**Task instructions:**
Extract the full set of records, then give each one again exactly.

(Body or hand keypoint data)
***

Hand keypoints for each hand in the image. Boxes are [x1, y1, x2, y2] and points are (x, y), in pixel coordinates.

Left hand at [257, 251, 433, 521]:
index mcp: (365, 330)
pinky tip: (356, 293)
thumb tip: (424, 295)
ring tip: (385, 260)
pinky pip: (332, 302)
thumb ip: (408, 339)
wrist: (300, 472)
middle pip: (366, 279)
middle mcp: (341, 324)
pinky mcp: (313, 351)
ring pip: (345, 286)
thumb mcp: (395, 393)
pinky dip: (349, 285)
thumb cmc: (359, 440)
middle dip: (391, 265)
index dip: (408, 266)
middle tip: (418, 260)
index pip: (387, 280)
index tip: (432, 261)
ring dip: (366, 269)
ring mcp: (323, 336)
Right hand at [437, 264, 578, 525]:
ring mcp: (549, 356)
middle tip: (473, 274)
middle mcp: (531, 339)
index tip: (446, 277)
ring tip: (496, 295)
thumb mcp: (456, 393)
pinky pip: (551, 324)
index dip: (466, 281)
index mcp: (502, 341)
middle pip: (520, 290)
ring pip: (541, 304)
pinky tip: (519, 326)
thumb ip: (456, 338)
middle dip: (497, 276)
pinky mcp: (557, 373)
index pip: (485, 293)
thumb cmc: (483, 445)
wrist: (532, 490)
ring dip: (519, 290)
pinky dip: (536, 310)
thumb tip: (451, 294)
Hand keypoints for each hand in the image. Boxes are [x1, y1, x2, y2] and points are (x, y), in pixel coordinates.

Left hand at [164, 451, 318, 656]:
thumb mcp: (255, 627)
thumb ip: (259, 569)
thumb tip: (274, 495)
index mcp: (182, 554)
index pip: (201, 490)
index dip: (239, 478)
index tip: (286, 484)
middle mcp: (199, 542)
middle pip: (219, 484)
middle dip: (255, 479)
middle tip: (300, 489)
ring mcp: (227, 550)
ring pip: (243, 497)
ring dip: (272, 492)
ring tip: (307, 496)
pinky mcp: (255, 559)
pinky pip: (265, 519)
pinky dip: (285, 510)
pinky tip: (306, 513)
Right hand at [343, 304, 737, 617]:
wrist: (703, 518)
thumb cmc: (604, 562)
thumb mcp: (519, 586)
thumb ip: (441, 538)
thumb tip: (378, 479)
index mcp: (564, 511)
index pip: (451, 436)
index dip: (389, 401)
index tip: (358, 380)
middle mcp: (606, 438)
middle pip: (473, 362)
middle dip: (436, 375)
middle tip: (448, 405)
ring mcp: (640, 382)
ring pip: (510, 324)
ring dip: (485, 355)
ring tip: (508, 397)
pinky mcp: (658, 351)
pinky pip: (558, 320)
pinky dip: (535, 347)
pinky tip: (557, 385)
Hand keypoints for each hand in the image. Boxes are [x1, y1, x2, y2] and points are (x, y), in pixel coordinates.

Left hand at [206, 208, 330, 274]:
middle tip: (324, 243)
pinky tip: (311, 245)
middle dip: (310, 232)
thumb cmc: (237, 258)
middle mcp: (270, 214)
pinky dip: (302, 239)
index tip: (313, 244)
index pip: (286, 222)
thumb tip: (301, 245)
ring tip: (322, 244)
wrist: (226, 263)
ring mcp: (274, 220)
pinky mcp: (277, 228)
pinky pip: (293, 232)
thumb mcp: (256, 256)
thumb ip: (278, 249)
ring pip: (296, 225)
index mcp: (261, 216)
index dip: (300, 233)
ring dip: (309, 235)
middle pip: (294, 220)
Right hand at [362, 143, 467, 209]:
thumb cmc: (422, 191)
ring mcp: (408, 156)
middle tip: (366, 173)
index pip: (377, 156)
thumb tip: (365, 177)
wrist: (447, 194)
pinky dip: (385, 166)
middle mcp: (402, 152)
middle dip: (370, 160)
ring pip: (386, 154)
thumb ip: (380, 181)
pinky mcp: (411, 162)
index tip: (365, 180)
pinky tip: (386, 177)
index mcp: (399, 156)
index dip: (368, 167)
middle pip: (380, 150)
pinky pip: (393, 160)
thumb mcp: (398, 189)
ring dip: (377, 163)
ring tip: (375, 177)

***

**Answer for the task:**
Hand keypoints for each hand in the image. Boxes are [x1, y1, x2, y2] and points are (x, y), in pixel coordinates.

Left hand at [257, 251, 433, 521]:
index mcp: (365, 330)
pinky tip: (356, 293)
thumb tip: (424, 295)
ring tip: (385, 260)
pinky pip: (332, 302)
thumb ip: (408, 339)
wrist: (300, 472)
middle pip: (366, 279)
middle mcp: (341, 324)
pinky mcp: (313, 351)
ring pip: (345, 286)
thumb mcp: (395, 393)
pinky dip: (349, 285)
thumb cmc: (359, 440)
middle dip: (391, 265)
index dip: (408, 266)
middle tip: (418, 260)
index pip: (387, 280)
index tip: (432, 261)
ring dip: (366, 269)
ring mcp: (323, 336)
Right hand at [437, 264, 578, 525]:
ring mcp: (549, 356)
middle tip: (473, 274)
middle mcp: (531, 339)
index tip: (446, 277)
ring tip: (496, 295)
thumb mcp: (456, 393)
pinky pip: (551, 324)
index dip: (466, 281)
index mcp: (502, 341)
middle pip: (520, 290)
ring pip: (541, 304)
pinky tip: (519, 326)
thumb ip: (456, 338)
middle dip: (497, 276)
pinky mcp: (557, 373)
index pip: (485, 293)
thumb cmc: (483, 445)
wrist: (532, 490)
ring dip: (519, 290)
pinky dip: (536, 310)
thumb tip: (451, 294)
Hand keypoints for each hand in the image. Boxes are [x1, y1, x2, y2] and points are (x, y), in pixel coordinates.

Left hand at [164, 451, 318, 656]:
thumb mcp: (255, 627)
thumb ip: (259, 569)
thumb tip: (274, 495)
index mcp: (182, 554)
index pip: (201, 490)
index dip: (239, 478)
index tip: (286, 484)
middle mcp: (199, 542)
middle pip: (219, 484)
middle dip: (255, 479)
middle tip: (300, 489)
ring mcp: (227, 550)
ring pip: (243, 497)
ring dip: (272, 492)
ring tip: (307, 496)
pinky mcp: (255, 559)
pinky pip: (265, 519)
pinky dip: (285, 510)
pinky tip: (306, 513)
Right hand at [343, 304, 737, 617]:
wrist: (703, 518)
thumb cmc: (604, 562)
thumb mcp: (519, 586)
thumb ip: (441, 538)
thumb tip: (378, 479)
index mcp: (564, 511)
index pip: (451, 436)
index dip: (389, 401)
index tip: (358, 380)
middle mcp: (606, 438)
middle pip: (473, 362)
middle dip: (436, 375)
middle tip: (448, 405)
ring mcp: (640, 382)
ring pip: (510, 324)
ring dip: (485, 355)
ring tip: (508, 397)
pinky mcp: (658, 351)
pinky pip: (558, 320)
pinky dip: (535, 347)
pinky tip: (557, 385)
Hand keypoints for each hand in the image. Boxes are [x1, y1, x2, y2] and points are (x, y), in pixel coordinates.

Left hand at [206, 208, 330, 274]:
middle tip: (324, 243)
pinky tip: (311, 245)
middle dip: (310, 232)
thumb cmc: (237, 258)
middle mcp: (270, 214)
pinky dip: (302, 239)
index tip: (313, 244)
index pip: (286, 222)
thumb tip: (301, 245)
ring tip: (322, 244)
wrist: (226, 263)
ring mcp: (274, 220)
pinky mcp: (277, 228)
pinky pip: (293, 232)
thumb mcp: (256, 256)
thumb ip: (278, 249)
ring pip: (296, 225)
index mcp: (261, 216)
index dip: (300, 233)
ring dip: (309, 235)
middle pip: (294, 220)
Right hand at [362, 143, 467, 209]:
thumb cmc: (422, 191)
ring mcp: (408, 156)
middle tip: (366, 173)
index pip: (377, 156)
thumb tip: (365, 177)
wrist: (447, 194)
pinky dip: (385, 166)
middle mcp: (402, 152)
middle dip: (370, 160)
ring pip: (386, 154)
thumb ip: (380, 181)
pinky mcp: (411, 162)
index tip: (365, 180)
pinky tip: (386, 177)
index mcp: (399, 156)
index dip: (368, 167)
middle pip: (380, 150)
pinky pip: (393, 160)
thumb mcp: (398, 189)
ring dip: (377, 163)
ring tip: (375, 177)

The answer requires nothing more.